§ EXERCISE REQUIREMENTS: Count every line in the data below where "Arias" occurs, then state that number and nothing more.

§ RECORDS FOR THE TASK:
####################

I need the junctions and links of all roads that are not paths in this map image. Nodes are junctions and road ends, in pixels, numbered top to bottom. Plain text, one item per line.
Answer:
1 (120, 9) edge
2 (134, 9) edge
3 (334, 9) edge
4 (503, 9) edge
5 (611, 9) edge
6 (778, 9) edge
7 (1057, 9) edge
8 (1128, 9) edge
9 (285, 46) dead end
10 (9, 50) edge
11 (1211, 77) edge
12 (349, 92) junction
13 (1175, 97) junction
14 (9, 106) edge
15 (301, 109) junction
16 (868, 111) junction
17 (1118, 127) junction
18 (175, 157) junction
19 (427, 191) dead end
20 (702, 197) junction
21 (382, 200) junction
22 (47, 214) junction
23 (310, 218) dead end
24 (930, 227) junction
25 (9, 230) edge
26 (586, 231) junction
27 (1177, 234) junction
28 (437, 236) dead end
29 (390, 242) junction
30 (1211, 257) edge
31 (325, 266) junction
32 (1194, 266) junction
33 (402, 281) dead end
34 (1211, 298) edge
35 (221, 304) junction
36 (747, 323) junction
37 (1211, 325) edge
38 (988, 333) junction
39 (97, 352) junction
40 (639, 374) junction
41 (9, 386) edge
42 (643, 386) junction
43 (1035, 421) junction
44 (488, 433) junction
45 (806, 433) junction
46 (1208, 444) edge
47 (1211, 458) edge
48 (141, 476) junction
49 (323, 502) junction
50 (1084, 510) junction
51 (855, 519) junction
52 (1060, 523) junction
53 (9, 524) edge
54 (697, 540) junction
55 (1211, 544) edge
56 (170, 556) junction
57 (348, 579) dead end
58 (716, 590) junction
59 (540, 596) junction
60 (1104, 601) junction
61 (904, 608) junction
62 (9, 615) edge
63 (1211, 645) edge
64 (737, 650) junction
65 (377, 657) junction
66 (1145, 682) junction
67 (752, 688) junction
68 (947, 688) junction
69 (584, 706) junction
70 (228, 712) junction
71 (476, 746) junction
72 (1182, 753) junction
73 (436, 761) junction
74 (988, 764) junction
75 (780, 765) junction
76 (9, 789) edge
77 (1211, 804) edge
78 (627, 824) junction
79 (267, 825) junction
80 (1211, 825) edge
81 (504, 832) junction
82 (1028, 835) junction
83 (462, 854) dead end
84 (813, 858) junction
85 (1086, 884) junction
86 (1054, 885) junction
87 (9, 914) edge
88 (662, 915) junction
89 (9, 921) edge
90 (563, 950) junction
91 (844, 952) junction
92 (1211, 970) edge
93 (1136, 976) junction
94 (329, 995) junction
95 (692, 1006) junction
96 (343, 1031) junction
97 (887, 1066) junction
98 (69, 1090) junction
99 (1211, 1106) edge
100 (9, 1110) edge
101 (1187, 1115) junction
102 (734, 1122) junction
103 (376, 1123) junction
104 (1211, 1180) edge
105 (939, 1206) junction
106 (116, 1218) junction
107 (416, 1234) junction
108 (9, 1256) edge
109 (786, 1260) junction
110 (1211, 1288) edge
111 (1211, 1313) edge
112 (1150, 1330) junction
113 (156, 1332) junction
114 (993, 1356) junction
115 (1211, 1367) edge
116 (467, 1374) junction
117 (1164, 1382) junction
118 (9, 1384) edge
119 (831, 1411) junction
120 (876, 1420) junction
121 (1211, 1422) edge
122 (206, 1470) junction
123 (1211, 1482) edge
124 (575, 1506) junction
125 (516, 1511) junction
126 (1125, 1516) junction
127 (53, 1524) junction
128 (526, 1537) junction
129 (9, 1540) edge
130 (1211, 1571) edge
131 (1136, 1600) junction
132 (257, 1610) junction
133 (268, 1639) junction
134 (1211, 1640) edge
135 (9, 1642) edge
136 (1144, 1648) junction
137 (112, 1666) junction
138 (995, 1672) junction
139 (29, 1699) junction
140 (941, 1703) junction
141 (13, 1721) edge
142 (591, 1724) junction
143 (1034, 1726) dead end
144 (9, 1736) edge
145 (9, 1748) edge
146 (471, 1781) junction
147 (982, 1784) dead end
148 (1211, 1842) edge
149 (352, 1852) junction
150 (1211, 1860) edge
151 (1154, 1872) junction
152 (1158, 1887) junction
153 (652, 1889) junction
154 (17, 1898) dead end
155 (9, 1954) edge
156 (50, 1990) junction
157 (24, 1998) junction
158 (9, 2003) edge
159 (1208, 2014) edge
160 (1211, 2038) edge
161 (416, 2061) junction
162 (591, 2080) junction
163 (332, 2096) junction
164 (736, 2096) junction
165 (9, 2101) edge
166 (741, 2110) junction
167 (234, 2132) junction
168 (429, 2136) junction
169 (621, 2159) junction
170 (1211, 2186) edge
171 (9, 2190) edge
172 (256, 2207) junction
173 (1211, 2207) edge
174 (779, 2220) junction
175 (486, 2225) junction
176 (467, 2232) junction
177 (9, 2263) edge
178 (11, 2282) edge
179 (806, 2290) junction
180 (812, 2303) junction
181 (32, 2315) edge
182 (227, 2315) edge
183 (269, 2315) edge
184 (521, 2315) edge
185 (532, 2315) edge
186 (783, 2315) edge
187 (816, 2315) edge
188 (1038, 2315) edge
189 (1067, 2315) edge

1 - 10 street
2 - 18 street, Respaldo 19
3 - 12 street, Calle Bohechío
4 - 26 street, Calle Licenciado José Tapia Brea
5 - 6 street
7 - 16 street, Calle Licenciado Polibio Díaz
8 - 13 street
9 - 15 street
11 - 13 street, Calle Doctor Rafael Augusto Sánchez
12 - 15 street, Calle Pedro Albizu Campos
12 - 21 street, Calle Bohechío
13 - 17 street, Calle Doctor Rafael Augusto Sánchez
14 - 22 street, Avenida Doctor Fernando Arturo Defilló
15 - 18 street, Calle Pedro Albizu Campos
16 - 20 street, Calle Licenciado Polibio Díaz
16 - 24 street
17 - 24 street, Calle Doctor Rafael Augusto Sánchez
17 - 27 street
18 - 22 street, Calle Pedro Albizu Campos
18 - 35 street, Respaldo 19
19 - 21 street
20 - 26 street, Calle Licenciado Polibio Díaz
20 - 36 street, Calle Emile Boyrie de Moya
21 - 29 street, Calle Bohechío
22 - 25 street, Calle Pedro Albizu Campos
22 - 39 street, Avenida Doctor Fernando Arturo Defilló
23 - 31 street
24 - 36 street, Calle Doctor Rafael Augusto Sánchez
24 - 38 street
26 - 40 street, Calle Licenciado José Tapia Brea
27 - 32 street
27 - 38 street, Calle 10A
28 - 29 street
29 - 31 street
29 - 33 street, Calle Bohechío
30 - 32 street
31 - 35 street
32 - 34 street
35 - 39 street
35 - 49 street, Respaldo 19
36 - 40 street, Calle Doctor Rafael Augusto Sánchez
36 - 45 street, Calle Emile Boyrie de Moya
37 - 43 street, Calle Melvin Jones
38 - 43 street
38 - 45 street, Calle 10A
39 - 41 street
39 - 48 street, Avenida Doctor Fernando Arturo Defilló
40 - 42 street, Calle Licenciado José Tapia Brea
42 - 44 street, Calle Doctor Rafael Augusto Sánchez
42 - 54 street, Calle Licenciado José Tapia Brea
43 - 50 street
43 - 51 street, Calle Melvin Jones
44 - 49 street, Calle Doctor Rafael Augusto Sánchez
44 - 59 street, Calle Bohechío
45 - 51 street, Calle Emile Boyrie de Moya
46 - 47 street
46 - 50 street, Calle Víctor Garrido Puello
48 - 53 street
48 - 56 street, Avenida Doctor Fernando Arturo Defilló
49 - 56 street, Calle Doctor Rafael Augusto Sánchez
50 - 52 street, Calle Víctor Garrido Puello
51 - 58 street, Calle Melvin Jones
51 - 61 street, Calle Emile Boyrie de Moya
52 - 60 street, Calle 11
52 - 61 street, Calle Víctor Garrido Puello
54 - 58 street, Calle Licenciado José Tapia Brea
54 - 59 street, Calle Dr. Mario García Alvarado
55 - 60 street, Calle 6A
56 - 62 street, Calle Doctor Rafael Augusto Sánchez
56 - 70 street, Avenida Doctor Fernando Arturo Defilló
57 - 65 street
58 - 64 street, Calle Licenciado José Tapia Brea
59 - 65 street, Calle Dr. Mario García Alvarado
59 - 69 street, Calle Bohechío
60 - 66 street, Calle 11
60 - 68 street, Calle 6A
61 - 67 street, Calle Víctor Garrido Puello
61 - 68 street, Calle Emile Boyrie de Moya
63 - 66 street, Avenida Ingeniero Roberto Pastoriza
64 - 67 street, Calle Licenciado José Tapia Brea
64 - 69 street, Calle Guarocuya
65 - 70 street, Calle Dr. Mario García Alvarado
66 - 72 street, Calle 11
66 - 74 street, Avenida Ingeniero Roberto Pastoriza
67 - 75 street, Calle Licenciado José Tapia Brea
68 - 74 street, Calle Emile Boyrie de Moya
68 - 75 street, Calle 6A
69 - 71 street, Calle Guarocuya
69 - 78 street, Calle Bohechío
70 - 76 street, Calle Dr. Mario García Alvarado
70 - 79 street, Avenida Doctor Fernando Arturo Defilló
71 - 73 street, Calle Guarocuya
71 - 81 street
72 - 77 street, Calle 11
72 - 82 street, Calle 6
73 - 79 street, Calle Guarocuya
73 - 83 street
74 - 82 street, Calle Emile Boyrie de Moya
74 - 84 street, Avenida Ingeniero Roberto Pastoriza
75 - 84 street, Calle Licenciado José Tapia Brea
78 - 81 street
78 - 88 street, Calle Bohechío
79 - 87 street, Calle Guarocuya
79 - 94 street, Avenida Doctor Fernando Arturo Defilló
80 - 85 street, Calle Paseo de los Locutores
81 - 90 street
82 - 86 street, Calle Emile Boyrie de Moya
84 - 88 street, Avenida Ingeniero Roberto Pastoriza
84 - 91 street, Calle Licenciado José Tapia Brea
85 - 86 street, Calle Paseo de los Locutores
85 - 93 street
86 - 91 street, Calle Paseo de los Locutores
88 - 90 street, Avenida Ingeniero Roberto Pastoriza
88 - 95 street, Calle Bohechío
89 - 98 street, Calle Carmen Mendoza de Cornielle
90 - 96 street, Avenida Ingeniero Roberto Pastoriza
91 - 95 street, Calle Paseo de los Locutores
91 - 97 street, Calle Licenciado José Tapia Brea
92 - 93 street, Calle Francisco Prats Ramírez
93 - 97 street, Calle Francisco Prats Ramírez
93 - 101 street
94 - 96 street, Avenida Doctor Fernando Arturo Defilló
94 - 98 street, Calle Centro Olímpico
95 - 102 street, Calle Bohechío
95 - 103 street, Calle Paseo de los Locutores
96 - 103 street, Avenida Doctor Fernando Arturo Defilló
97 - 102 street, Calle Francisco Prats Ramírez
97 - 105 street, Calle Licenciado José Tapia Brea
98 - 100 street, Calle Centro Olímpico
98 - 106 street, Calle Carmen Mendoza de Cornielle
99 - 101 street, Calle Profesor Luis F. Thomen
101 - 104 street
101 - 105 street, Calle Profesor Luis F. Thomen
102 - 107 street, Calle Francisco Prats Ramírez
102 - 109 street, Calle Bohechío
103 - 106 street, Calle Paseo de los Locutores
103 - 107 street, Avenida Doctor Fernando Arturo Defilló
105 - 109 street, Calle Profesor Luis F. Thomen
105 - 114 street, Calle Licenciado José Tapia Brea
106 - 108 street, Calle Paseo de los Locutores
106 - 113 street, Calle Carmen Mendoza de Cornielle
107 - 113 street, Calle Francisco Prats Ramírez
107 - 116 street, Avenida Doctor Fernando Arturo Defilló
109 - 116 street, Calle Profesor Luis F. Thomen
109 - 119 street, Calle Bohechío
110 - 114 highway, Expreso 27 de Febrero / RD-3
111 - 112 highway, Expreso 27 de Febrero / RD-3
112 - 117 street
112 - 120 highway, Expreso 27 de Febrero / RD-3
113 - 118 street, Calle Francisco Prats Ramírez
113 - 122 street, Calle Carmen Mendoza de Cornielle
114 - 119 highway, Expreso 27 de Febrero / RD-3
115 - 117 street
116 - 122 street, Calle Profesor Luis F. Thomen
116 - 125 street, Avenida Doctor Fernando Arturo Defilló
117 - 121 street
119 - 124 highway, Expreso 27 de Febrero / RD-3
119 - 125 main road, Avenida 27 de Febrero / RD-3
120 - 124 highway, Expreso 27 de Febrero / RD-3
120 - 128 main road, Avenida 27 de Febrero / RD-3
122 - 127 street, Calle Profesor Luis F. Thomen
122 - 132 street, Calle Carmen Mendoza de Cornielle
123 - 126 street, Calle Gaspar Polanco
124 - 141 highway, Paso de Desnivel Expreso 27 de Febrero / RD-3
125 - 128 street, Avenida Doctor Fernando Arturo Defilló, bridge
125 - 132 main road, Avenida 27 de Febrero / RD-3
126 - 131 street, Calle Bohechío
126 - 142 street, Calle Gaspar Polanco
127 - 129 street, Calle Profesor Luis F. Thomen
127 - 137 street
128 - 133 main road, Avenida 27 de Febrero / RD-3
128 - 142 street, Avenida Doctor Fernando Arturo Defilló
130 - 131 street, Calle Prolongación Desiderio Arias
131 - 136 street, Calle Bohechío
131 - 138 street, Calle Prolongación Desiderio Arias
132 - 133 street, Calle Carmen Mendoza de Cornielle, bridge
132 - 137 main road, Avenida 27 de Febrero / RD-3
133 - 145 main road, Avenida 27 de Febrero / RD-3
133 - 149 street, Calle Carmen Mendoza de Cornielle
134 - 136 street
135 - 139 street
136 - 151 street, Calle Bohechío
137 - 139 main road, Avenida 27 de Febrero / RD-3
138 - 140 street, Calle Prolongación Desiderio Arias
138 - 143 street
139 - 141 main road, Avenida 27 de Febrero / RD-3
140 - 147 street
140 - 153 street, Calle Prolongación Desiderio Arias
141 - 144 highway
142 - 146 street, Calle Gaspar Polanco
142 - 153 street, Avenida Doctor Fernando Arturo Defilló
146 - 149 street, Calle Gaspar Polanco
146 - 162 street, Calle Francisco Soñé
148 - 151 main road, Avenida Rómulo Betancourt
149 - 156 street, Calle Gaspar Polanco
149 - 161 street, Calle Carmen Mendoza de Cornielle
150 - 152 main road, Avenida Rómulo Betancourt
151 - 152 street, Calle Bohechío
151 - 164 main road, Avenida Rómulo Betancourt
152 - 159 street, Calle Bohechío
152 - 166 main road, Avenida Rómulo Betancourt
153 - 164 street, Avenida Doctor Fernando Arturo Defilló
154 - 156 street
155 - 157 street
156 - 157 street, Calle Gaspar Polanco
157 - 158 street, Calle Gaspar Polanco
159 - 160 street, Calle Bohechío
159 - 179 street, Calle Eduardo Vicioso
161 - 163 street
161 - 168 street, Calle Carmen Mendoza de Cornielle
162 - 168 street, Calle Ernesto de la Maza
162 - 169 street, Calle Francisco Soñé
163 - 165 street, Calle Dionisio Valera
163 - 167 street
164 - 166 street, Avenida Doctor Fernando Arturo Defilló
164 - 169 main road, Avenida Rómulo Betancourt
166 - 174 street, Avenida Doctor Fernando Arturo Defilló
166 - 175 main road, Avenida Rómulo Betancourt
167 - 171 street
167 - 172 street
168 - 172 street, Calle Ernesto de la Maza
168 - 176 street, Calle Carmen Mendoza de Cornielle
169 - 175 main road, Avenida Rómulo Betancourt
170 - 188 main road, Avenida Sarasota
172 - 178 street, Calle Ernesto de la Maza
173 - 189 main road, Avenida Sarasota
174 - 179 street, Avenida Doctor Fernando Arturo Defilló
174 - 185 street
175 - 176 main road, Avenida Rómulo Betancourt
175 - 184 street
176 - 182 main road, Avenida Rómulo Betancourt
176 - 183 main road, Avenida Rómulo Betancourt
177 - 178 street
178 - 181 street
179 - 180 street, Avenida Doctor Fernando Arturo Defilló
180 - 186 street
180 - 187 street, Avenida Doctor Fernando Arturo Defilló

####################

§ SOLUTION TO THE EXERCISE: 4